START Data records

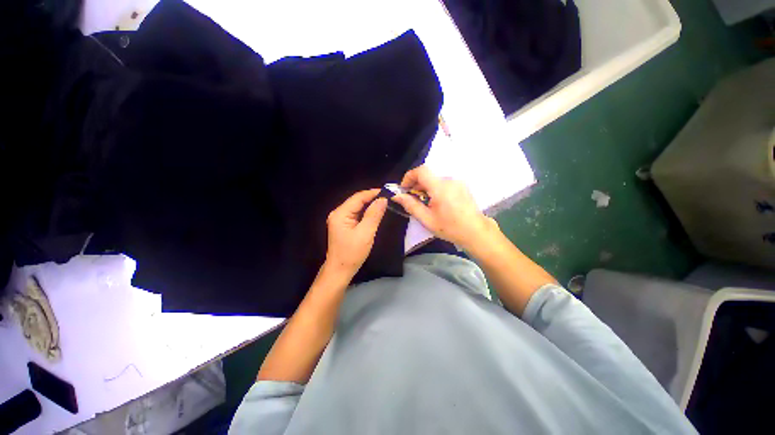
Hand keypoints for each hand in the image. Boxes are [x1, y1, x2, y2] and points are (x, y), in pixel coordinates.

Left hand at [325, 189, 387, 276]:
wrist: (339, 271)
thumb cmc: (352, 253)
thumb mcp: (366, 233)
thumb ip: (374, 215)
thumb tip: (383, 199)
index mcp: (341, 213)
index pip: (358, 197)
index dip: (373, 193)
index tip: (388, 192)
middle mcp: (338, 213)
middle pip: (356, 201)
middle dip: (372, 198)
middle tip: (388, 198)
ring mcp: (340, 220)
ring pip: (357, 207)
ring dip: (370, 205)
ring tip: (384, 203)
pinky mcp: (343, 226)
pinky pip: (356, 214)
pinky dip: (366, 213)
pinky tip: (375, 213)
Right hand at [392, 166, 497, 250]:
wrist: (475, 231)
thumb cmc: (450, 227)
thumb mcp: (427, 219)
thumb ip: (411, 205)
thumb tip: (397, 196)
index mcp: (440, 187)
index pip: (421, 170)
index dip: (409, 176)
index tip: (404, 189)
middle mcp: (449, 180)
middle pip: (428, 175)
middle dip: (416, 185)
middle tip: (413, 200)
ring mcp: (458, 182)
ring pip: (435, 179)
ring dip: (426, 188)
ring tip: (426, 204)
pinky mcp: (462, 185)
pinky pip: (444, 183)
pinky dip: (436, 189)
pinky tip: (437, 203)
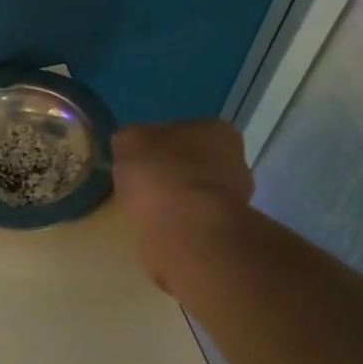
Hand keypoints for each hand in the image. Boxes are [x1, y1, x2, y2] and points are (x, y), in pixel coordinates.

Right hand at [111, 121, 255, 293]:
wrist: (187, 233)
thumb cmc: (162, 176)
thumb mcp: (129, 142)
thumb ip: (128, 137)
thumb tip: (129, 145)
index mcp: (217, 131)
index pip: (176, 130)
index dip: (150, 143)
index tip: (130, 158)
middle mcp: (234, 161)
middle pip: (188, 163)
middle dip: (164, 172)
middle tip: (134, 184)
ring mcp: (232, 200)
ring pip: (189, 193)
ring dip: (169, 200)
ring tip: (140, 209)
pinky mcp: (221, 231)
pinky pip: (188, 220)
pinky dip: (171, 223)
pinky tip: (152, 227)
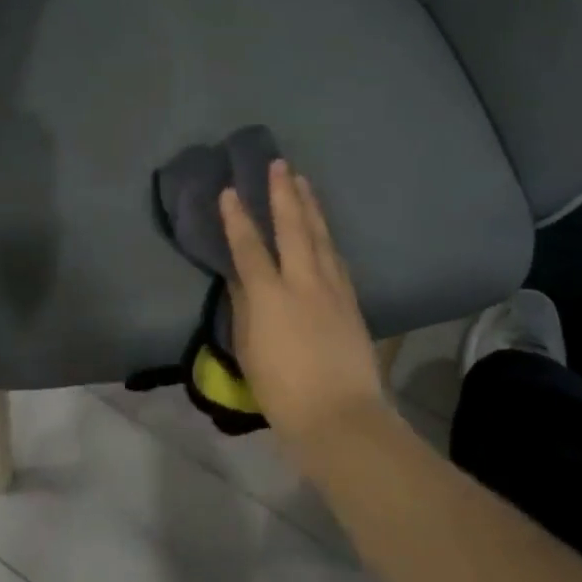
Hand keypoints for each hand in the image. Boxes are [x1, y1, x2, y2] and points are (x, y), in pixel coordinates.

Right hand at [219, 160, 389, 463]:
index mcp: (271, 295)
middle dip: (283, 194)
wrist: (341, 416)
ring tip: (303, 182)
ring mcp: (332, 288)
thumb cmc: (283, 390)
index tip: (230, 190)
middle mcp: (303, 281)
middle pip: (293, 228)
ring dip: (310, 206)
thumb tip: (240, 278)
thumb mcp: (250, 350)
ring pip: (321, 236)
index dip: (238, 217)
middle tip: (279, 165)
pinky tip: (325, 229)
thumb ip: (245, 308)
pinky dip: (327, 236)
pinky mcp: (351, 300)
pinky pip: (336, 256)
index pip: (249, 246)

END Data records

● What you are asked to do
The full listing above, duplicated exactly and without its pictures, is the answer.

● Response for this exercise
Hand keypoints for each hand in the image. Boxes are [x1, y1, x2, y2] and points are (x, y), in pixel coordinates.

Left hand at [325, 189, 387, 276]:
wrist: (339, 271)
thumb cmc: (352, 253)
thumb mcp: (366, 233)
thumb ip: (374, 215)
thumb tip: (383, 199)
index mcp: (341, 213)
index pip: (358, 197)
index dip: (373, 193)
index tip: (388, 192)
middle mcp: (338, 213)
middle pip: (356, 201)
middle dip: (372, 198)
middle tip: (388, 198)
ring mcp: (340, 220)
ring pip: (357, 207)
ring dip: (370, 205)
ring tip: (384, 203)
pinky mcp: (343, 226)
pinky pip: (356, 214)
pinky dip: (366, 213)
pinky tip: (375, 213)
Right hand at [392, 166, 497, 250]:
wrist: (475, 231)
thumb cmc: (450, 227)
thumb mcp: (427, 219)
thumb ip: (411, 205)
thumb tip: (397, 196)
index mcp: (440, 187)
index pip: (421, 170)
index dip: (409, 176)
index tip: (404, 189)
middle mcp: (449, 180)
middle pip: (428, 175)
middle dip: (416, 185)
middle tip: (413, 200)
ring mcp: (458, 182)
ring pip: (435, 179)
ring dip: (426, 188)
ring tip: (426, 204)
pinky mcp: (462, 185)
pinky pip: (444, 183)
pinky dip: (436, 189)
pinky tip: (437, 203)
Hand keypoints for each hand in the image. Boxes are [x1, y1, x2, y2] and points are (x, y), in pixel coordinates.

Right hand at [111, 121, 255, 293]:
wrist: (187, 233)
thumb cmc: (162, 176)
thumb mcp: (129, 142)
thumb ip: (128, 137)
thumb tip: (129, 145)
index mcp: (217, 131)
index pip: (176, 130)
index dip: (150, 143)
index tip: (130, 158)
middle mcp: (234, 161)
middle pip: (188, 163)
middle dip: (164, 172)
middle tip: (134, 184)
ring mcp: (232, 200)
ring pip: (189, 193)
ring dip: (169, 200)
ring tip: (140, 209)
pinky mcp: (221, 231)
pinky pip: (188, 220)
pinky dip: (171, 223)
pinky tip: (152, 227)
Hand keypoints for each hand in the image. Boxes are [x1, y1, x2, y2] and points are (x, y), in pixel coordinates.

Right hand at [219, 160, 389, 463]:
index mcp: (271, 295)
middle dip: (283, 194)
wrist: (341, 416)
ring tip: (303, 182)
ring mcp: (332, 288)
thumb cmc: (283, 390)
index tip: (230, 190)
middle mcp: (303, 281)
middle pip: (293, 228)
ring dip: (310, 206)
thumb tip: (240, 278)
thumb mcp: (250, 350)
ring pip: (321, 236)
index dip: (238, 217)
middle tip: (279, 165)
pinky tip: (325, 229)
thumb ip: (245, 308)
pinky dip: (327, 236)
pinky mcp: (351, 300)
pinky pip: (336, 256)
index pip: (249, 246)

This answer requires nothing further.